| Records for processing |
= Beginning of Section =
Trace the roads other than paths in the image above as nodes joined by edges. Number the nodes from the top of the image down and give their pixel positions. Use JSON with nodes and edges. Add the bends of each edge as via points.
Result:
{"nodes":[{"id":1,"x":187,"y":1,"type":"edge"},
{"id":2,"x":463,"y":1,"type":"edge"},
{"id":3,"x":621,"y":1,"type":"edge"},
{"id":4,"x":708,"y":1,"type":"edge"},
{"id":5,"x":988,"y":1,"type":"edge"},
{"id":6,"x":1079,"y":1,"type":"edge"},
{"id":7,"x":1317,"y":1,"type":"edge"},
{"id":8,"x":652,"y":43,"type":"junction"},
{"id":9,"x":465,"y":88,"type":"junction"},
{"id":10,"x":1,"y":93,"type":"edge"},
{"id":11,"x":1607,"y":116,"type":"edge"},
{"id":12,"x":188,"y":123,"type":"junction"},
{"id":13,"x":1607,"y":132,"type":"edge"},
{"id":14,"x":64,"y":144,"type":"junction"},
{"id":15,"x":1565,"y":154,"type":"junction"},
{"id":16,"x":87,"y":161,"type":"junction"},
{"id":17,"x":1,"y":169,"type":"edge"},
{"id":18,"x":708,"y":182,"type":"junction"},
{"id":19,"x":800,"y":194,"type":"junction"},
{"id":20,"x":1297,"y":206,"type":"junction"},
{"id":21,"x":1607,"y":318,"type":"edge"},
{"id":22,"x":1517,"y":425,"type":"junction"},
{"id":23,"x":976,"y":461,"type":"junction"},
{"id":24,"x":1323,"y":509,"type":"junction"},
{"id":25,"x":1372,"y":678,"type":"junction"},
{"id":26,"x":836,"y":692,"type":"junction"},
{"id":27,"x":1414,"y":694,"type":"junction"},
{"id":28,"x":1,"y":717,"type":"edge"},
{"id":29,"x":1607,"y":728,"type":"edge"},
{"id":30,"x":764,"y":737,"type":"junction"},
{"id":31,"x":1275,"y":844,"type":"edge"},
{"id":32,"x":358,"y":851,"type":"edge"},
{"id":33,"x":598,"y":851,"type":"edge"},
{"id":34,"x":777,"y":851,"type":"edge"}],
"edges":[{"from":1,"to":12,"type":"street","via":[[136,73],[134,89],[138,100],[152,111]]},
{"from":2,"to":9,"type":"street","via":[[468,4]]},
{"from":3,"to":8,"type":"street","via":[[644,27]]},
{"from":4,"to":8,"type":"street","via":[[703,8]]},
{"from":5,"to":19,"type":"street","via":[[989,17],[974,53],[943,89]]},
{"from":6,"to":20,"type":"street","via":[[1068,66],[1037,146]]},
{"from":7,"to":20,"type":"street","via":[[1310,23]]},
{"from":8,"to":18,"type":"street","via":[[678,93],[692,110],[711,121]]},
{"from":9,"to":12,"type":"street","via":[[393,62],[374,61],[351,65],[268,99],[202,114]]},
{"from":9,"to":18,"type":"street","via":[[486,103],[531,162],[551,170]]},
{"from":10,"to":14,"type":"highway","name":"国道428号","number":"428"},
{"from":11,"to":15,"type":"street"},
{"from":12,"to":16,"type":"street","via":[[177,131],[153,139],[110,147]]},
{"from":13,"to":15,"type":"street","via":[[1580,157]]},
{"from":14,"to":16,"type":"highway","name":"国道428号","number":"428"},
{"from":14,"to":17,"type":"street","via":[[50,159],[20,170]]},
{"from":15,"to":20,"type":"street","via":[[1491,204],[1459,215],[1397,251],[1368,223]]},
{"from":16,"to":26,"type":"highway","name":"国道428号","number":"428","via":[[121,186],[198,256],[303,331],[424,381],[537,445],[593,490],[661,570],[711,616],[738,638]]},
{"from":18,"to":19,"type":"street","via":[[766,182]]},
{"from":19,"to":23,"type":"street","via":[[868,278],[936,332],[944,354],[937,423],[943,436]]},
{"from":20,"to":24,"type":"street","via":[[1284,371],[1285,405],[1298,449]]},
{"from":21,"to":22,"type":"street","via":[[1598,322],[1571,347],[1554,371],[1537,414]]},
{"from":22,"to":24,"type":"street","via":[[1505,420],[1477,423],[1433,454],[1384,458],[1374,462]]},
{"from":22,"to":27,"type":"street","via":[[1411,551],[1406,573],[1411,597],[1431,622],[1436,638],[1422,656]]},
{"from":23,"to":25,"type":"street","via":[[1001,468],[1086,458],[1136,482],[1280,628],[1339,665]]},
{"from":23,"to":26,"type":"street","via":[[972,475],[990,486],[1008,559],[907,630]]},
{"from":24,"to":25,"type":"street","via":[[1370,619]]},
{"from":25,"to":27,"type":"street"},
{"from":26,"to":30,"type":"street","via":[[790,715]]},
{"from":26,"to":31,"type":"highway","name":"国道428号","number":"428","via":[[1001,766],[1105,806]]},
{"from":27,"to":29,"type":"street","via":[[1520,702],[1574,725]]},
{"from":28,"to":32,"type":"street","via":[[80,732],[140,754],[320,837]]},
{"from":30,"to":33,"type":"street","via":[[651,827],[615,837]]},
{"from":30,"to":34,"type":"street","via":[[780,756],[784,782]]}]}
= End of Section =
| Brief |
Check the entries above line by line and return each one containing the word "nodes".

| Solution below |
Trace the roads other than paths in the image above as nodes joined by edges. Number the nodes from the top of the image down and give their pixel positions. Use JSON with nodes and edges. Add the bends of each edge as via points.
{"nodes":[{"id":1,"x":187,"y":1,"type":"edge"},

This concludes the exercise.